Selberg integral : $$ S_n(\alpha,\beta,\gamma) = \int_0 ^1 \cdots \int_0 ^1 \prod_{i=1}^n t_i^{\alpha-1}(1-t_i)^{\beta-1} \prod_{1\le i < j\le n} \lvert {t_i - t_j} \rvert ^{2\gamma} dt_1\cdots d t_n = \prod_{j=0}^{n-1} \frac{\Gamma (\alpha+j\gamma) \Gamma(\beta+j\gamma)\Gamma(1+(j+1)\gamma)} {\Gamma(\alpha+\beta+(n+j-1)\gamma)\Gamma(1+\gamma)}. $$

Dyson integral:

$$ C_n(\gamma) = \frac{1}{(2\pi)^n} \int_{-\pi}^{\pi} \cdots \int_{-\pi}^{\pi} \prod_{1 \le i < j \le n} |e^{i \theta_i} - e^{i \theta_j}|^{2\gamma} d \theta_1 \cdots d\theta_n $$

Due to R. Askey, the Selberg integral can be used to prove Dyson integral directly Askey's observation is based on the easily established general identity:

$$ \int_0^1 \cdots \int_0^1 (t_1\cdots t_n)^{\zeta-1} f(t_1,\dots,t_n) \, d t_1 \cdots d t_n =( \frac{1}{2\sin \pi \zeta} )^n \int_{-\pi}^{\pi} \cdots \int_{-\pi}^{\pi} e^{i\zeta(\theta_1+\cdots+\theta_n)} f(- e^{i\theta_1} ,\dots, - e^{i\theta_n}) d\theta_1 \cdots d \theta_n, $$ which is valid for $f$ a Laurent polynomial and Re$(\zeta)$ large enough so that the left-hand side exists.
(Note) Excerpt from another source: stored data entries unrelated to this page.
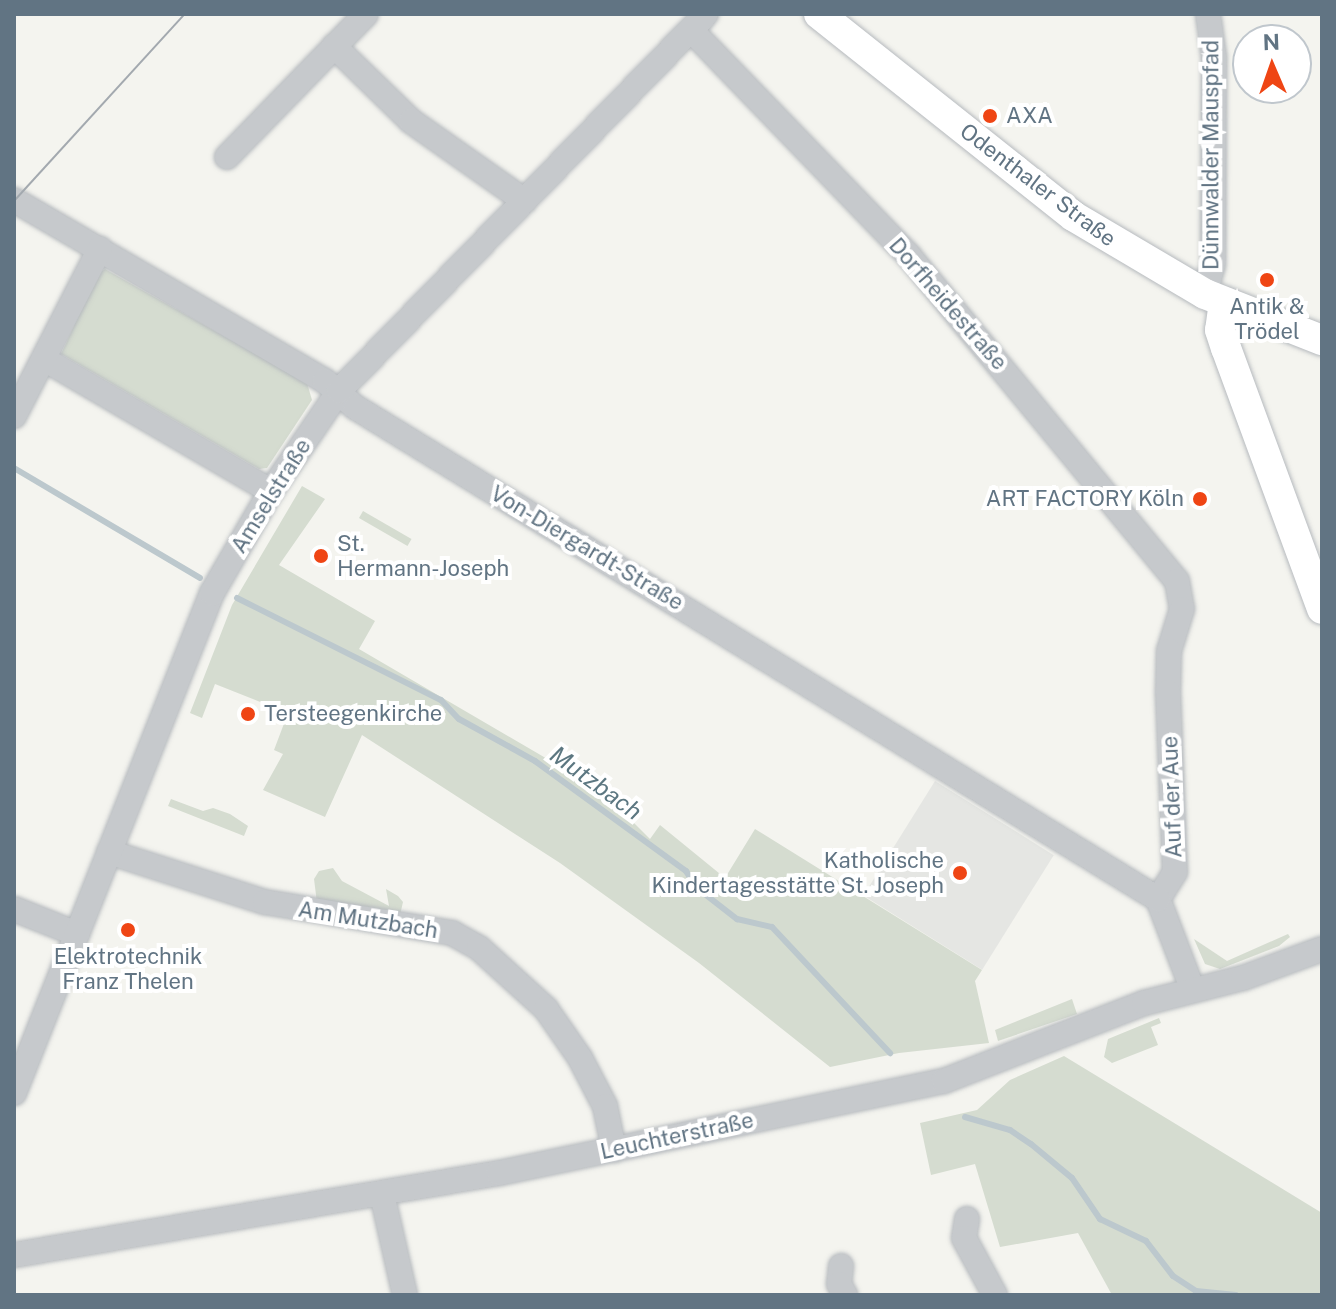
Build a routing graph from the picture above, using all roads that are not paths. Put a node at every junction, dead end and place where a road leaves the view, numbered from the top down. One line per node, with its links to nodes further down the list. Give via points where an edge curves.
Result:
1 (366, 14): 5 (street)
2 (819, 14): 10 (main road, Odenthaler Straße, via 1073,216)
3 (1208, 14): 10 (street, Dünnwalder Mauspfad, via 1214,57)
4 (698, 22): 8 (street, Amselstraße); 16 (street, Dorfheidestraße, via 909,256 1177,581)
5 (334, 46): 6 (street); 8 (street, via 411,121)
6 (227, 157)
7 (14, 200): 9 (street, Von-Diergardt-Straße)
8 (525, 201): 13 (street, Amselstraße)
9 (100, 249): 12 (street); 13 (street, Von-Diergardt-Straße)
10 (1214, 298): 11 (main road, Odenthaler Straße); 17 (main road, Dünnwalder Mauspfad, via 1226,348)
11 (1322, 340)
12 (44, 359): 14 (street); 15 (street)
13 (339, 391): 15 (street, Amselstraße); 19 (street, Von-Diergardt-Straße, via 355,407)
14 (14, 416)
15 (271, 491): 18 (street, Amselstraße, via 216,586)
16 (1183, 596): 19 (street, Auf der Aue, via 1169,651 1175,872)
17 (1322, 609)
18 (109, 852): 21 (street, Amselstraße); 25 (street, Am Mutzbach, via 265,902 366,923 452,933 479,948 546,1009 580,1058 605,1106)
19 (1158, 899): 23 (street)
20 (14, 909): 21 (street)
21 (77, 934): 24 (street, Amselstraße)
22 (1322, 949): 23 (street, Leuchterstraße, via 1243,978)
23 (1192, 988): 25 (street, Leuchterstraße, via 944,1081)
24 (14, 1093)
25 (614, 1150): 26 (street, Leuchterstraße)
26 (382, 1194): 28 (street, Leuchterstraße); 30 (street)
27 (967, 1219): 32 (street, via 964,1238)
28 (14, 1255)
29 (841, 1266): 31 (street, via 839,1284)
30 (405, 1295)
31 (845, 1295)
32 (995, 1295)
Applying the identity to the Selberg integral with $\beta$ a positive integer and $\gamma$ a nonnegative integer shows that $$ S_n(\alpha,\beta,\gamma)=(-1)^{n+\binom{n}{2}\gamma} \Bigl(\frac{\pi}{\sin \pi b}\Bigr)^n M_n(a,b,\gamma), $$ where $\alpha:=-b-(n-1)\gamma$, $\beta:=a+b+1$ and $$ M_n(a,b,\gamma) := \frac{1}{(2\pi)^n} \int_{-\pi}^{\pi} \cdots \int_{-\pi}^{\pi} \prod_{i=1}^n e^{\frac{1}{2}i\theta_i (a-b)} |{1+e^{i\theta_i}}|^{a+b} \\ \times \prod_{1 \le i < j \le n} |{e^{i \theta_i}-e^{i \theta_j}}|^{2\gamma} \, d\theta_1 \cdots d \theta_n. $$ From the Selberg integral, the reflection formula and finally Carlson's theorem, it follows that $$ M_n(a,b,\gamma) = \prod_{j=0}^{n-1} \frac{\Gamma (1+a+b+j\gamma) \Gamma(1+(j+1)\gamma)} {\Gamma (1+a+j\gamma)\Gamma (1+b+j\gamma) \Gamma (1+\gamma)}, $$ for $a,b,\gamma \in C$ such that $\rm{Re} (a+b+1)>0,\rm{Re}(\gamma)>-\min\{1/n,\rm{Re}(a+b+1)/(n-1) $. For $a=b=0$ this is Dyson integral.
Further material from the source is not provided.